1 | Maintaining Clinical Trial Files: Electronic Trial Master File (eTMF)

The future of clinical trials is paperless and this requires a robust platform that can easily maintain important documentation and provide clear records for review by regulatory agencies. eTMFs are in use by most sponsors and contract research organizations (CROs), including Vial CRO, but they must have certain features to maximize their usefulness in clinical trials. Your eTMF software should include a powerful search function, user access controls, full audit trails, a workflow for easy document management, and the ability to sign electronically.

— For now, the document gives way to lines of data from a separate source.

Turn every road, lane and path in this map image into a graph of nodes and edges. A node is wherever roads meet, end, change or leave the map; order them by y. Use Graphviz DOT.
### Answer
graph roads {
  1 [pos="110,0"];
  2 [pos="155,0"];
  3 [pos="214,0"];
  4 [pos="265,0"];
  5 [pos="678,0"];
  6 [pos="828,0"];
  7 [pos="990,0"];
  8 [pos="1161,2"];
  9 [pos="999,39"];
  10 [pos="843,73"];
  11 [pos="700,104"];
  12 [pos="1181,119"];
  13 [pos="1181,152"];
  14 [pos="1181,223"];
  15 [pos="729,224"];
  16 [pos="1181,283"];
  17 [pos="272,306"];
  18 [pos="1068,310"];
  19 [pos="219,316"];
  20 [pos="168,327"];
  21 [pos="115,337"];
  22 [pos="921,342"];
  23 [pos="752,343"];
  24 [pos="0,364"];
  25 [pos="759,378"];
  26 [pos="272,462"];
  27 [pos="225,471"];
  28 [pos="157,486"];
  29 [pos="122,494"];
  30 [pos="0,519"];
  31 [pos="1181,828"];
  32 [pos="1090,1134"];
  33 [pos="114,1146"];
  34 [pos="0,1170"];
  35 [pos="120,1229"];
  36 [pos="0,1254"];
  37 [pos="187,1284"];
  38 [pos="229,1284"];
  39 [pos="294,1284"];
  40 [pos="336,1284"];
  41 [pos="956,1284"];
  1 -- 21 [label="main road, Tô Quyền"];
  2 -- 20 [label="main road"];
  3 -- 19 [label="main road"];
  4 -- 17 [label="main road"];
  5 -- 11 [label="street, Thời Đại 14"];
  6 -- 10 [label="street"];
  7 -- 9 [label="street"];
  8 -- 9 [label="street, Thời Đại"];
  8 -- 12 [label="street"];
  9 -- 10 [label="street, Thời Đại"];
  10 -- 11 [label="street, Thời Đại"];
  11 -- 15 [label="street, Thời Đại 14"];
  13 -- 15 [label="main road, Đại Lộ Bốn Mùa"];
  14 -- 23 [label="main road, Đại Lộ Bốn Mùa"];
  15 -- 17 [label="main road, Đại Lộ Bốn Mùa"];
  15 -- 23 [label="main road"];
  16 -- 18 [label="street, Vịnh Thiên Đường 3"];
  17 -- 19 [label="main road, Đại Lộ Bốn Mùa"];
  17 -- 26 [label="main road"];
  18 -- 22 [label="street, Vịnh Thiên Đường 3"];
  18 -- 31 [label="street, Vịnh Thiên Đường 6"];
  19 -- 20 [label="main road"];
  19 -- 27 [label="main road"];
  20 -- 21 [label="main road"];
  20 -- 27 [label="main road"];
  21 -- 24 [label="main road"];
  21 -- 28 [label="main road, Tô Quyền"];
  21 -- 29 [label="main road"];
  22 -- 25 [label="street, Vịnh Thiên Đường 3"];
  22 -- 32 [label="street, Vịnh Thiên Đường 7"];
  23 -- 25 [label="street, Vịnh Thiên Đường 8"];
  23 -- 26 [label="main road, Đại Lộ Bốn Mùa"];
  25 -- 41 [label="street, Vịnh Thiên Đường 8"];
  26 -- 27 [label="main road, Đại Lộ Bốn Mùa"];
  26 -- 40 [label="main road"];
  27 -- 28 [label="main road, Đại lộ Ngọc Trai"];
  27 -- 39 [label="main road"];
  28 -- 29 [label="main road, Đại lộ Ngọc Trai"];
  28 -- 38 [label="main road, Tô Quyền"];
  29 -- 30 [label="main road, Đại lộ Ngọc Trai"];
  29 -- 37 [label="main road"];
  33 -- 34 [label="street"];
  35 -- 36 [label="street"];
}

This tool also needs a strong notification system to make all stakeholders aware of any new changes. eTMF technology is an industry-standard because it allows for sponsors to streamline their management and organization of essential clinical trial files.

2 | Tracking Participants and Study Drug: Interactive Response Technology (IRT)

This technology acts as an accessible hub for tracking participants and investigational products (IP) in a clinical trial. The best IRT platforms allow users to add or randomize subjects, update patient statuses (e.g., screen failure, lost to follow up, withdrawal of informed consent, etc.), and perform study IP management (e.g., shipment receipt, viewing kit assignments, dispensations, destructions, returns, etc.). Although IRT systems don’t store any medical or regulatory data, they’re critical for providing sites, sponsors, and CROs with a detailed overview of their patients and their products.